Are Models Overly Sensitive to Climate Change?
Spencer, R.W. and Braswell, W.D. 2011. On the misdiagnosis of surface temperature feedbacks from variations in Earth's Radiant Energy Balance. Remote Sensing 3: 1603-1613.
Temperature change in the climate system can be represented simply as a "forced-dissipative" relationship, for example by non-radiative and radiative processes as well as a net radiative restoring force, which is the feedback. As an example of this feedback process, if the system warms radiatively or non-radiatively, then the net radiative force may become negative (long wave out increases and becomes larger than short wave in). Thus, the net radiative force will act to counter the warming, and a larger restoring force would represent a less sensitive climate. The opposite can be argued for the system cooling. These principles here can be represented by a simple differential or mathematical equation.
A recent paper by Spencer and Braswell (2011) explored the sensitivity of the surface temperature response to a forced radiative imbalance. They used observed shortwave and longwave radiation gathered from satellite measurements and calculated the net atmospheric radiation. They also used observed surface temperatures from the 2000-2010 time frame around the globe and calculated global monthly temperature anomalies relative to the average over the ten year period. Using these two time series, they correlate one versus the other using different time lags.
Then they compared these observed values to the same variables gathered from the 20th century runs of the World Climate Research Programme (WCRP) Coupled Model Intercomparison Project (CMIP) phase 3 multimodel data set. The authors choose the three most and least sensitive model runs, rather than using all of them. They also use the observed and model data to investigate the mathematical relationship for temperature change described above.
When Spencer and Braswell (2011) set a 'feedback' parameter as described above, they demonstrate that only for pure non-radiative forcing and with no time lag can the parameter be accurately diagnosed in the model (Fig. 1). With radiative forcing and a 70/30% mix of radiative versus non-radiative forcing, the response was quite different. "In this case, radiative gain precedes, and radiative loss follows a temperature maximum, as would be expected based upon conservation of energy considerations." They also find, more importantly, that the pure radiative forcing curve in Fig. 1 looks more like one produced using the data from the climate models, while the mixed curve looks more like that produced using the observed data.
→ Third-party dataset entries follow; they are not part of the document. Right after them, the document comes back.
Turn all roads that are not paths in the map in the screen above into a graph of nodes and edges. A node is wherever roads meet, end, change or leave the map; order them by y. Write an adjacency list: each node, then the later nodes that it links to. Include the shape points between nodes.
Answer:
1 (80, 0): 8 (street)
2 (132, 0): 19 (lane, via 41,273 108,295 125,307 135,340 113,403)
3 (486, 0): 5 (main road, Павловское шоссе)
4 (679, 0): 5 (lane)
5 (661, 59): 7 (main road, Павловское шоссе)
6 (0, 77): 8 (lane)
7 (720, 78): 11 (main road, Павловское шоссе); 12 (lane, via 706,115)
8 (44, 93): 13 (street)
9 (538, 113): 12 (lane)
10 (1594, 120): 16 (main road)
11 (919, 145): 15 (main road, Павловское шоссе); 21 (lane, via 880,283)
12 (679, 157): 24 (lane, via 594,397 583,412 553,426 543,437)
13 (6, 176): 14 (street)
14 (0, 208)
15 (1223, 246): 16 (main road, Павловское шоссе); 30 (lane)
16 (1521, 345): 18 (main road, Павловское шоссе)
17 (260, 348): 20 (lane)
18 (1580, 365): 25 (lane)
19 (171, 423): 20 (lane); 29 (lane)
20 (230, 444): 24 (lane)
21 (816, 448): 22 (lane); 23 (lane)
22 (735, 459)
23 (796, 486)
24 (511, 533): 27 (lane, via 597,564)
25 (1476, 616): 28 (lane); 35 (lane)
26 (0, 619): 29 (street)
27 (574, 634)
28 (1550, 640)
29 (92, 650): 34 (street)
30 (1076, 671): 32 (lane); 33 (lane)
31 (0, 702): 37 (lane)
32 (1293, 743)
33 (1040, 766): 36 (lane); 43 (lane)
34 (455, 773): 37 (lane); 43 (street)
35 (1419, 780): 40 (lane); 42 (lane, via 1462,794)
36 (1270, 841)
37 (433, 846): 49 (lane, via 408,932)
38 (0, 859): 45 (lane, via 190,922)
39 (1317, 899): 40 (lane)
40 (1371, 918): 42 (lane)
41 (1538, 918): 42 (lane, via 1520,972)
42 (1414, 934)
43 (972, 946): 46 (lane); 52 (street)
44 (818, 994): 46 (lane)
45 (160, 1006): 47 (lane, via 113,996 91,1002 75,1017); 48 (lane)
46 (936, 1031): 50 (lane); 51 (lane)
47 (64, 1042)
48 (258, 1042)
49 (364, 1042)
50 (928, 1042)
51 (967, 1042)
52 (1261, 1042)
The authors then point out, that "we are still faced with a rather large discrepancy in the time-lagged regression coefficients between the radiative signatures displayed in the real climate system in satellite data versus the climate models." The discrepancy means that the climate system possesses less sensitivity that the climate models. This means climate models may overestimate the temperature change forced by a certain process.
There are, however, other processes not accounted for that make determination of the feedback parameter difficult. Once again, we can see that the climate models being relied on to produce future climate scenarios may be inadequate to represent an important process such as radiative feedbacks. Then these scenarios are the ones being used to policy.
Figure 1. Adapted from Spencer and Braswell (2011) their Fig. 4. The lag regression coefficients between temperature (K) and radiative flux (W m-2 K-1) for the case of a) pure radiative forcing (dotted line), b) pure radiative forcing (dashed line), and c) a 70/30% mixture of radiative and non-radiative forcing.